In the process, they changed the face of modern-day hip-hop. The first three songs on Straight Outta Compton are the most dangerous introduction to the gangsta life I've ever heard. This wasn't Joe Pesci gangsta music; this was Robert De Niro: a little flat-footed, but scary. Even if you've never lived through all the gangbanging and police harassment they were talking about, you could tell there was truth there.
I was sixteen when I first heard them. Tariq, who would become Black Thought of the Roots, handed me his headphones in fifth-period chamber-orchestra class. The sheer novelty of them cursing just killed me. Of course, there was cursing in hip-hop -- a well-placed motherfucker on a Run-DMC record, for instance -- but for all the rambunctiousness of the Beastie Boys, there wasn't one curse word on License to Ill. There were certain things that artists didn't do, and you just didn't say, "Fuck the police." I ditched chamber orchestra and sat in the furnace room with a cheap-ass GE walkman and listened to that album from start to finish.
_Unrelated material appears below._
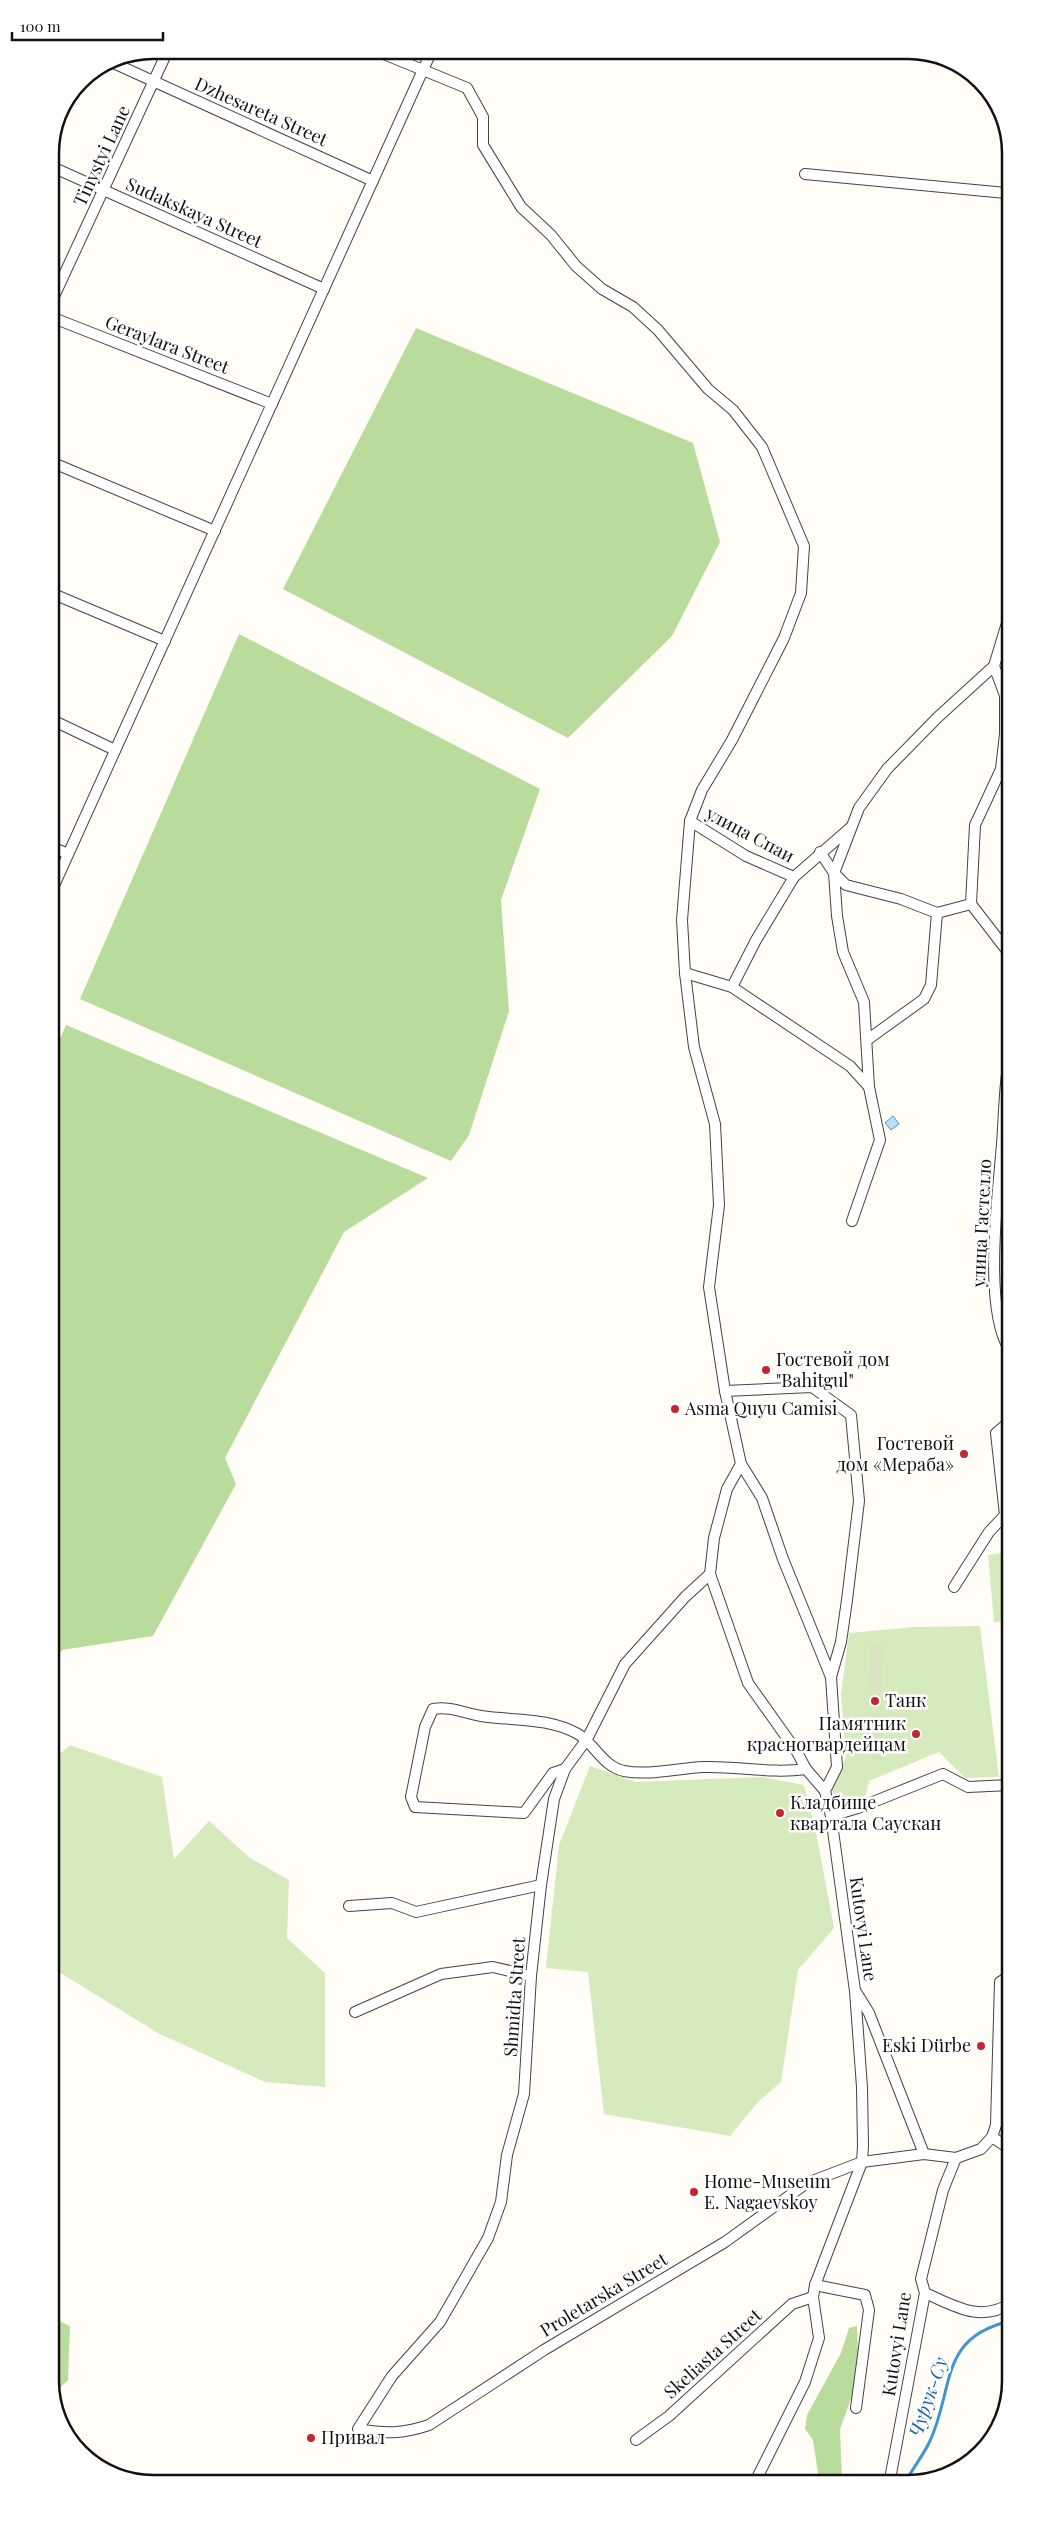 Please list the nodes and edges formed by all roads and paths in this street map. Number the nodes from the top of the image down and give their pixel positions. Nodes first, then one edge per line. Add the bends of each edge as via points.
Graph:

Ice Cube had the best voice in N.W.A and the most menacing lines ever. When he said, "The police are gonna have to come and get me off yo' ass," he was absolutely convincing. The weird thing is that now Cube is entering Bill Cosby territory. I was watching a preview for his latest movie, trying to explain to a kid next to me that twenty years ago his rhymes would have scared the bejesus out of you. Of course, Dre's production is incredible. He pioneered the "stop on a dime" break. There would be utter sonic confusion, and then, outta nowhere, the beats cut out so that either Eazy-E, MC Ren or Ice Cube could deliver the punch line. Check it out on "Straight Outta Compton," when each member introduces himself. No one else had done that in hip-hop.
And, yes, N.W.A's success proved again that controversy sells. They had no radio play, and that made their whole outlaw theme more appealing. When they got that threatening letter from the FBI, that was the jackpot. If the FBI sent me a letter today, I'd be like, "Word up! I'll call my publicist."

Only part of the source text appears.